Intervento eccezionale di chirurgia oncologica a Padova, dove una task force di specialisti – cardiochirurghi, urologi, chirurghi epatobiliari – ha rimosso un tumore renale, esteso al cuore, senza aprire il torace. Il tutto grazie a una nuova tecnica, usata – informa l’Azienda ospedaliera della città veneta – per la prima volta al mondo, che ha consentito di aspirare la parte cancerosa.

L’operazione, realizzata da 28 professionisti susseguitisi in sala operatoria, aveva come paziente un 77enne le cui condizioni non consentivano l’operazione tradizionale, più invasiva. L’intervento “è stato portato a termine ‘aspirando’ la massa senza aprire il torace con una nuova tecnica. E’ la prima volta al mondo e ora il paziente è in recupero e tornerà presto alla sua vita normale”. Lo comunica in una nota l’Azienda ospedaliera di Padova. “Questo tipo di intervento – proseguono i medici – viene normalmente eseguito con l’asportazione del rene coinvolto dal tumore attraverso l’apertura dell’addome e la rimozione del trombo/tumore dal cuore attraverso l’apertura del torace e del cuore con l’ausilio del bypass cardiopolmonare totale in collaborazione tra urologi e cardiochirurghi”.

“Nel caso specifico, per la presenza delle numerose patologie ed in particolare per il pregresso intervento con i bypass localizzati nei siti chirurgici strettamente connessi alla riapertura, l’approccio tradizionale era proibitivo”, ricordano gli specialisti. Così, coordinati e diretti dal professor Gino Gerosa, direttore della Cardiochirurgia, i chirurghi hanno studiato a tavolino il caso clinico.
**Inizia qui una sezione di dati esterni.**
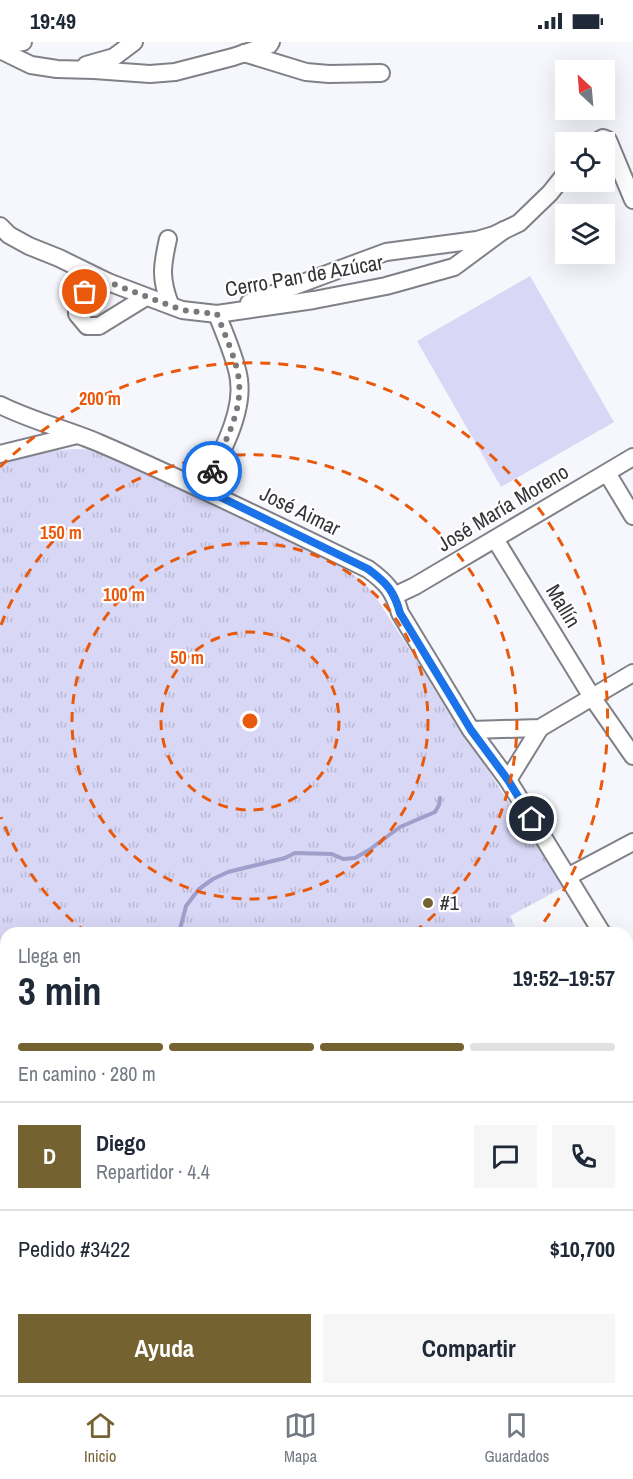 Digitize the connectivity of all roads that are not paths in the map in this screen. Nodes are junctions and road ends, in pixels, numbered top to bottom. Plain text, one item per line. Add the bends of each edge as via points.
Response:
1 (23, 42) edge
2 (134, 42) edge
3 (271, 42) edge
4 (0, 48) edge
5 (244, 53) junction
6 (74, 69) junction
7 (381, 73) dead end
8 (615, 157) edge
9 (555, 187) edge
10 (633, 200) edge
11 (0, 226) edge
12 (504, 230) junction
13 (168, 239) dead end
14 (108, 282) junction
15 (146, 297) junction
16 (170, 304) junction
17 (217, 314) junction
18 (0, 405) edge
19 (78, 435) junction
20 (0, 454) edge
21 (633, 458) edge
22 (607, 473) junction
23 (204, 489) junction
24 (633, 516) edge
25 (495, 539) junction
26 (396, 595) junction
27 (633, 673) edge
28 (592, 697) junction
29 (540, 728) junction
30 (471, 730) junction
31 (633, 756) edge
32 (508, 780) junction
33 (633, 842) edge
34 (568, 876) junction
35 (599, 927) edge

1 - 4 street
2 - 6 street via 114,57
3 - 5 street
4 - 6 street via 31,65
5 - 6 street via 175,72
5 - 7 street via 306,72
8 - 10 street
9 - 12 street, Cerro Pan de Azúcar via 519,223
11 - 14 street via 29,246
12 - 17 street, Cerro Pan de Azúcar via 477,240 386,252
12 - 17 street, Cerro Pan de Azúcar via 454,267 438,272 314,300
13 - 16 street via 163,286
14 - 15 street
14 - 15 street via 85,292 77,301 77,314 87,326 99,326
15 - 16 street
16 - 17 street via 182,310
17 - 23 street via 239,379 239,400 234,421
18 - 19 street, José Aimar
19 - 20 street
19 - 23 street, José Aimar
21 - 22 street, José María Moreno
22 - 24 street
22 - 25 street, José María Moreno
23 - 26 street, José Aimar via 368,569
25 - 26 street, José María Moreno
25 - 28 street, Mallín
26 - 30 street, José Aimar via 400,613
27 - 28 street
28 - 29 street
28 - 31 street, Mallín
29 - 30 street
29 - 32 street
30 - 32 street, José Aimar
32 - 34 street, José Aimar
33 - 34 street
34 - 35 street, José Aimar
“La storia di questo paziente ha imposto di cercare una soluzione alternativa all’intervento classico, e così è stata messa in piedi la task force di cardiochirurghi, urologi e chirurghi epatobiliari, coadiuvati da cardioanestesisti e personale sanitario per realizzare il delicato intervento, mai effettuato prima – sottolineano gli esperti – E’ stato optato per l’approccio innovativo microinvasivo con sistema AngioVAC e entrando nel vivo dell’intervento i professionisti si sono susseguiti per specialità, alternandosi al tavolo operatorio come in una staffetta”.

“Il nuovo approccio con l’inserimento, senza incisioni chirurgiche, della cannula di aspirazione a livello di una vena del collo collegata ad una pompa centrifuga e ad un filtro ha permesso come un’aspirapolvere l’aspirazione ad alto flusso del tumore – ricordano i medici – Il sangue aspirato dall’interno del cuore durante l’intervento chirurgico è stato filtrato e re-immesso nel circolo arterioso attraverso un’altra cannula posta all’altezza dell’arteria femorale.Per la prima volta al mondo, la particolare configurazione artero-venosa del sistema AngioVAC in modalità Ecmo non solo ha permesso l’aspirazione della massa dal cuore ma ha garantito la stabilizzazione del paziente durante tutte le fasi dell’intervento chirurgico”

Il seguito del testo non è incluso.